Collaboration Servicescomponent

collaborationcoregit
3 min read · Edit on Pyrite

Collaboration Services

The collaboration layer consists of two services that together enable multi-user, multi-repo knowledge sharing. GitService handles low-level git operations via subprocess with no DB or config dependencies. RepoService orchestrates GitService with the database, config, and indexer to implement high-level workflows like subscribe, fork, sync, and unsubscribe.

Key Files

| File | Purpose | |------|---------| | `pyrite/services/git_service.py` | Low-level git plumbing: clone, pull, log, diff, remote management, GitHub API fork | | `pyrite/services/repo_service.py` | High-level workflows: subscribe, fork_and_subscribe, sync, unsubscribe, discover_kbs |

API / Key Classes

`GitService`

A stateless class with all `@staticmethod` methods. Token handling is done by injecting credentials into URLs or environment variables.

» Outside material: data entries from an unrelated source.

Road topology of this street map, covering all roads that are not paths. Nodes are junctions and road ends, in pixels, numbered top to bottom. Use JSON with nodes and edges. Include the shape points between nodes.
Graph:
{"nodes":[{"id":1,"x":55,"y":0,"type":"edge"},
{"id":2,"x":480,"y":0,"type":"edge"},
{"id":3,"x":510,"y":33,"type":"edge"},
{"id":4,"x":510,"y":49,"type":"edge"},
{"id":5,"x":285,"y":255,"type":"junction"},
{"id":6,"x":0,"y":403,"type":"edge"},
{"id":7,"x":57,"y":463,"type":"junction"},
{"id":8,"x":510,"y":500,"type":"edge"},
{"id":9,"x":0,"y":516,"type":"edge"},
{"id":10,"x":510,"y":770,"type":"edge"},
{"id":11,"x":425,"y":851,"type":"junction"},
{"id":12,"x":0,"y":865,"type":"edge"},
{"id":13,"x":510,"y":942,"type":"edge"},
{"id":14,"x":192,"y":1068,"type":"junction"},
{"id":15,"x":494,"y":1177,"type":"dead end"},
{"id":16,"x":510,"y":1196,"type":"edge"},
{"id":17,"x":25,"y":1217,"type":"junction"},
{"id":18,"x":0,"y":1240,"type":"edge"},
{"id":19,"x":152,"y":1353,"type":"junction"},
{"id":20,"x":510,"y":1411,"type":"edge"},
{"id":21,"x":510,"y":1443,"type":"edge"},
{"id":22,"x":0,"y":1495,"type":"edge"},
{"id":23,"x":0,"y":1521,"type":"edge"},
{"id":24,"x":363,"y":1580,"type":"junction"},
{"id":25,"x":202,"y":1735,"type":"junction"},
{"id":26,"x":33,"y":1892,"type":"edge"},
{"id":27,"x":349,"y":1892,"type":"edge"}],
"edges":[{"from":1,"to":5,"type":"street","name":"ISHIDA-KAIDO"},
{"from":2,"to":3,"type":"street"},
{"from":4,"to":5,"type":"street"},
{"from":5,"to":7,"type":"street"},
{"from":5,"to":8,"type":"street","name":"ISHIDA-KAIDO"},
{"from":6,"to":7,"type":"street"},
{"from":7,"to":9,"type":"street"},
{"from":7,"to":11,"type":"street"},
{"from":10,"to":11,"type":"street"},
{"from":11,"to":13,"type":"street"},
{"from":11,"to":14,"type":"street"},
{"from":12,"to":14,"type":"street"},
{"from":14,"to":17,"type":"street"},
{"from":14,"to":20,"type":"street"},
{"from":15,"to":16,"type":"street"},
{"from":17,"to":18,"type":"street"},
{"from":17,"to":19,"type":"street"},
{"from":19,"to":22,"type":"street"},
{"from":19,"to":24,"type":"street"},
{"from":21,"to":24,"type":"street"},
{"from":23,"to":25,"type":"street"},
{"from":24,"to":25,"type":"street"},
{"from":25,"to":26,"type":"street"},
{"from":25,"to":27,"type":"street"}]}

| Method | Description | |--------|-------------| | `clone(remote_url, local_path, branch, depth, token)` | Clone a repo with optional shallow depth and OAuth token injection. Returns `(success, message)` | | `pull(local_path, token)` | Pull latest changes using `GIT_ASKPASS` env for auth. Returns `(success, message)` | | `get_remote_url(local_path)` | Get the origin remote URL | | `get_current_branch(local_path)` | Get HEAD branch name (defaults to "main") | | `get_head_commit(local_path)` | Get HEAD commit SHA | | `get_file_log(local_path, file_path, since_commit)` | Git log for a specific file with `--follow`. Returns list of `{hash, author_name, author_email, date, message}` | | `get_changed_files(local_path, since_commit)` | List changed `.md` files since a commit (or all tracked `.md` files) | | `is_git_repo(path)` | Check if path is inside a git repo | | `add_remote(local_path, name, url)` | Add a named git remote | | `fork_repo(owner, repo, token)` | Fork a repo on GitHub via the REST API (uses `httpx`). Returns `(success, response_dict)` | | `create_pull_request(owner, repo, title, body, head, base, token)` | Create a PR on GitHub via the REST API. Returns `(success, result_dict)` with `pr_url`, `pr_number` | | `parse_github_url(url)` | Parse HTTPS or SSH GitHub URLs into `(owner, repo)` tuple |

Internal helpers: `_inject_token` injects OAuth tokens into HTTPS URLs, `_sanitize_output` strips tokens from error messages.

`RepoService`

Initialized with `PyriteConfig`, `PyriteDB`, and optional `GitService`, `UserService`, and `github_token` (for web users). The `_get_token()` method resolves: injected token → CLI `get_github_token()` fallback.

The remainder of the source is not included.